Intel(R) Distribution for Python* will run on AMD hardware.
Please see the response to a related question about performance of Intel (R) MKL on AMD processors
Thanks for your reply. Are the codes optimized for Intel hardware to produce better performance over AMD's Threadripper? Does Intel Distribution for Python take advantage of multi-core CPU? How many cores do you recommend? Any recommendation between i7-8700K, Threadripper 1900X or 1950X?

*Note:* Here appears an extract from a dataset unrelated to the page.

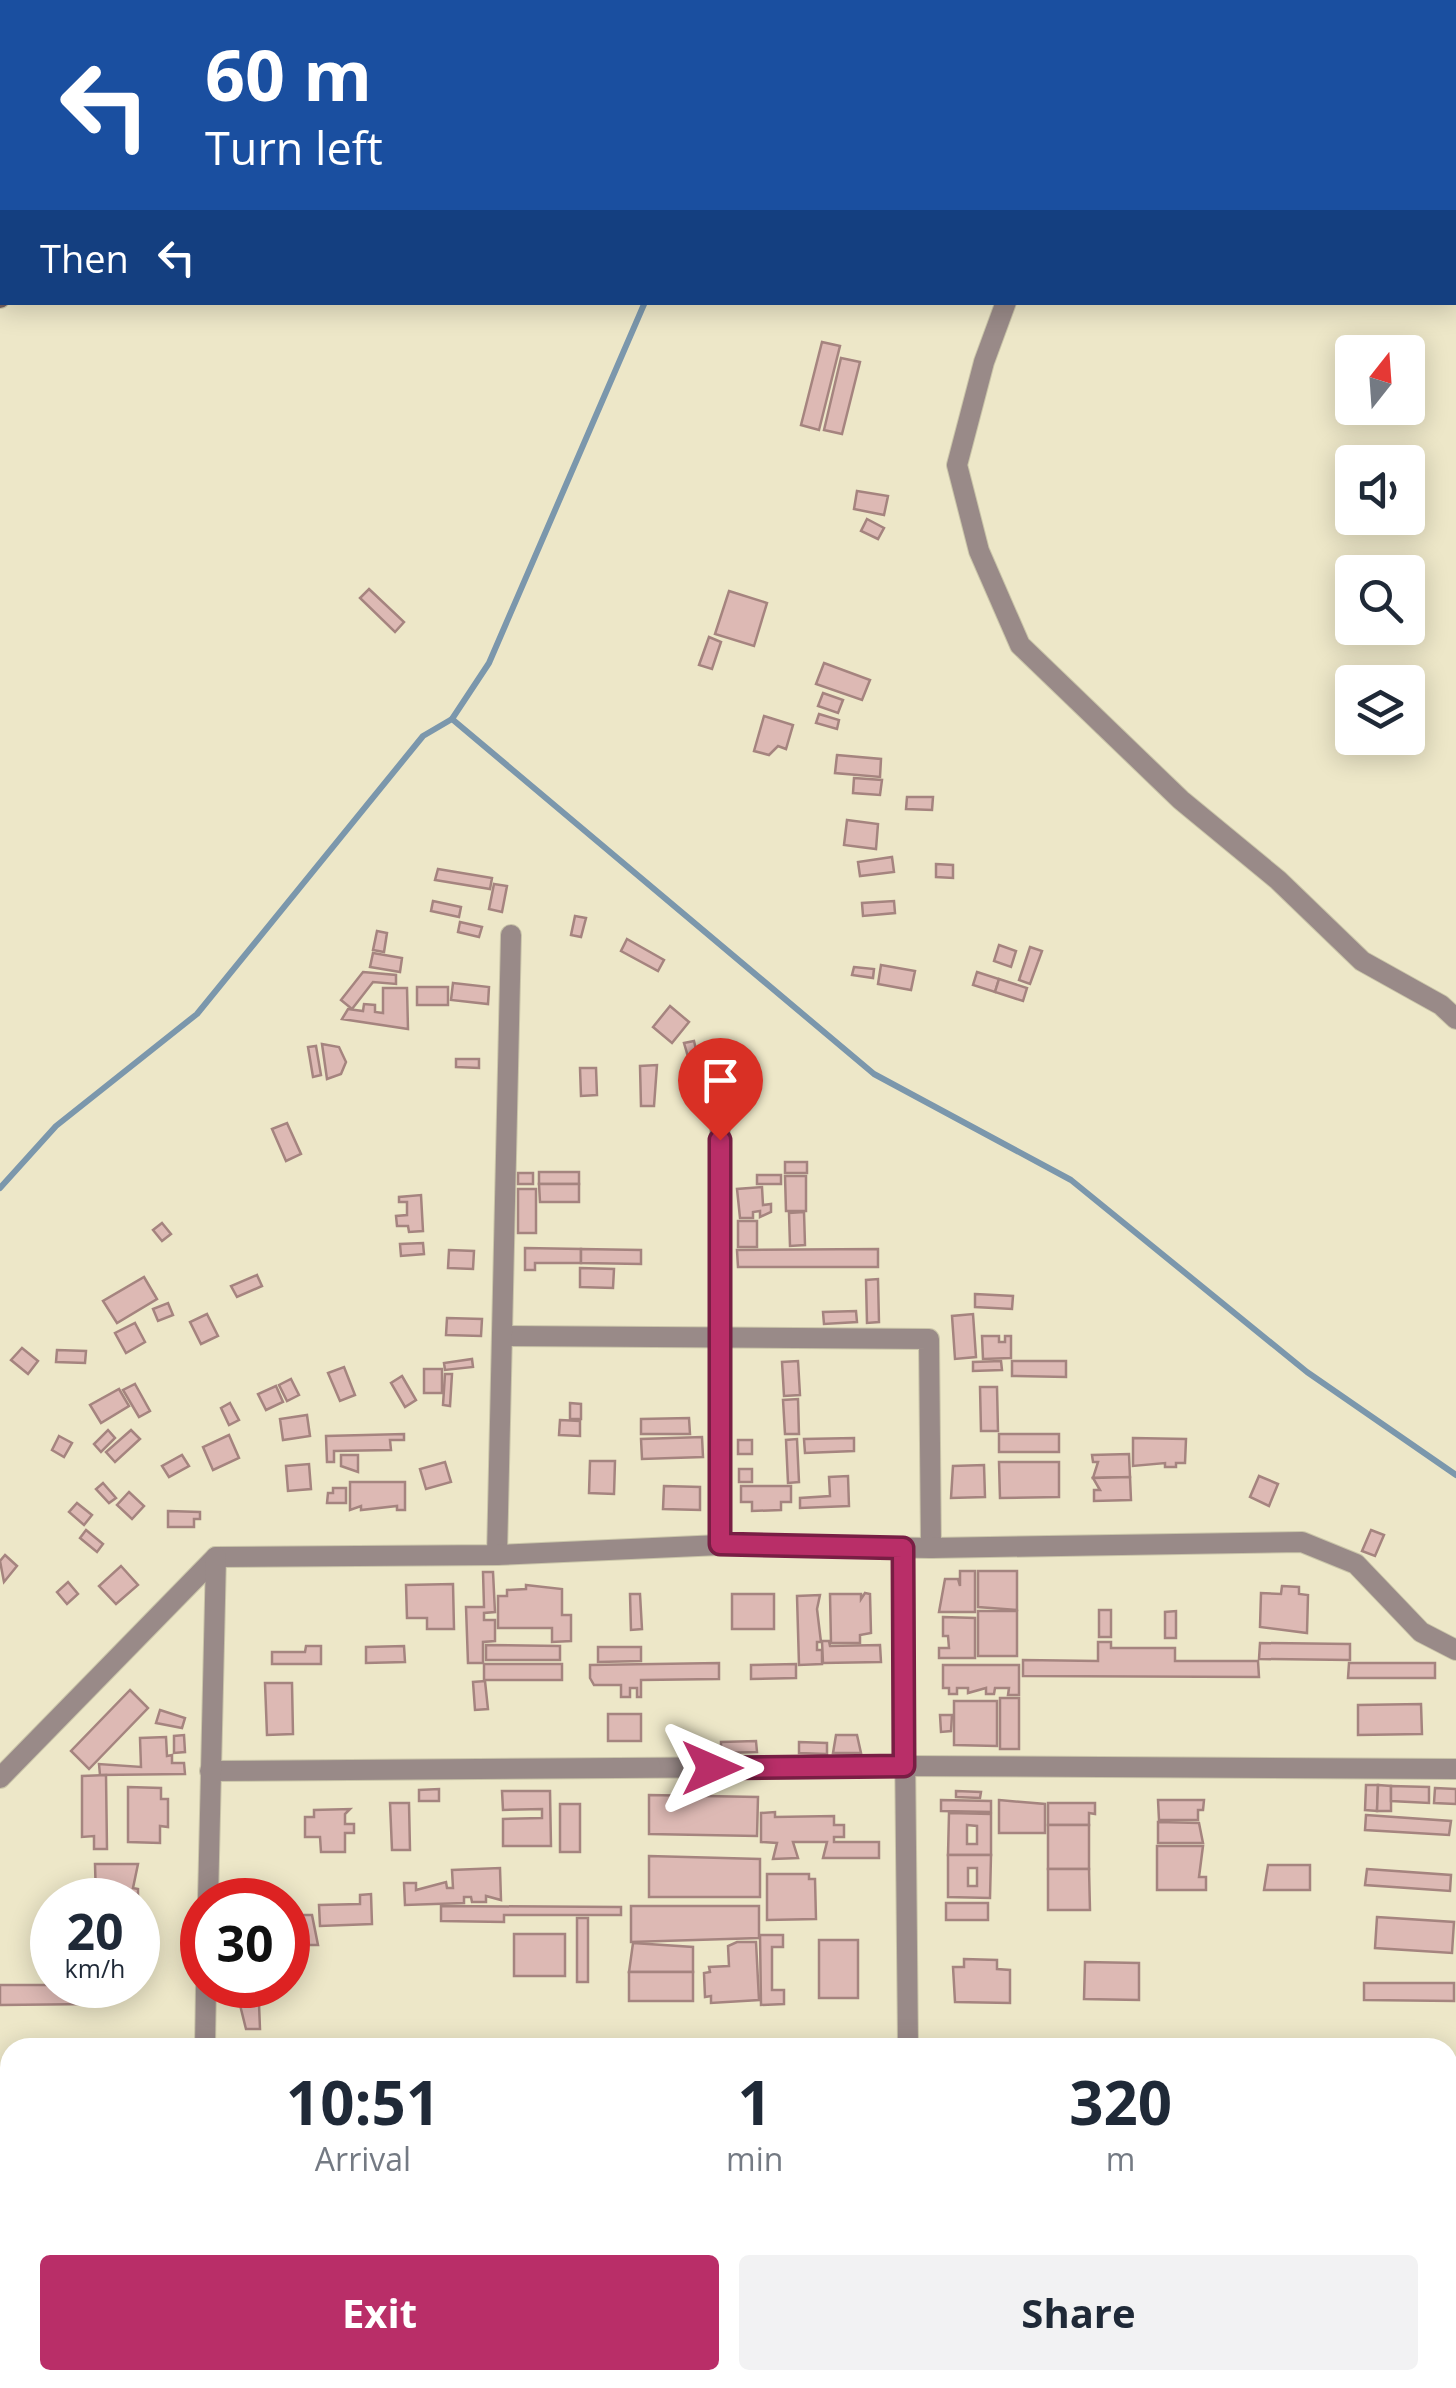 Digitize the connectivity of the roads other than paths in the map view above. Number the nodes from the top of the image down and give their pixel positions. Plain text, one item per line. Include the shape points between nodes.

Yes, binary code in Intel(R) Distribution for Python* is able to take advantage of features available in the latest Intel hardware, and takes advantage of multi-core CPUs through use of Intel performance libraries, such as Intel (R) MKL and Intel (R) DAAL, among others.
Performance comparison as well as hardware recommendations depend on your specific workflow, hence it is not possible to provide those.
Questions to consider: is performance of your application expected to scale with increase of computation resources?, is it compute/memory bound? are computations mostly integers/floating points?, etc.
Thanks Oleksandr. By "Intel Distribution for Python", you mean Python, tensorflow, keras, and the rest of the frameworks and software libraries related to deep learning and machine learning?
I do not know my new workflow yet. I have a PhD in CS but haven't worked on deep learning. I plan to use 1-4 Nvidia GPU for CUDA computations. In this case, is it better to go for the i5-8400 or even i7-8700K rather than the Threadripper? What is the recommended number of cores and amount of memory?
Oleksandr, The question is, what code path is chosen on Non Intel CPU's in Intel MKL / DAAL.
For instance if it is AMD CPU with AVX2 support, do you use the AVX2 code path?
What about AMD CPU with only AVX support?
What about AMD CPU with only SSE3 support?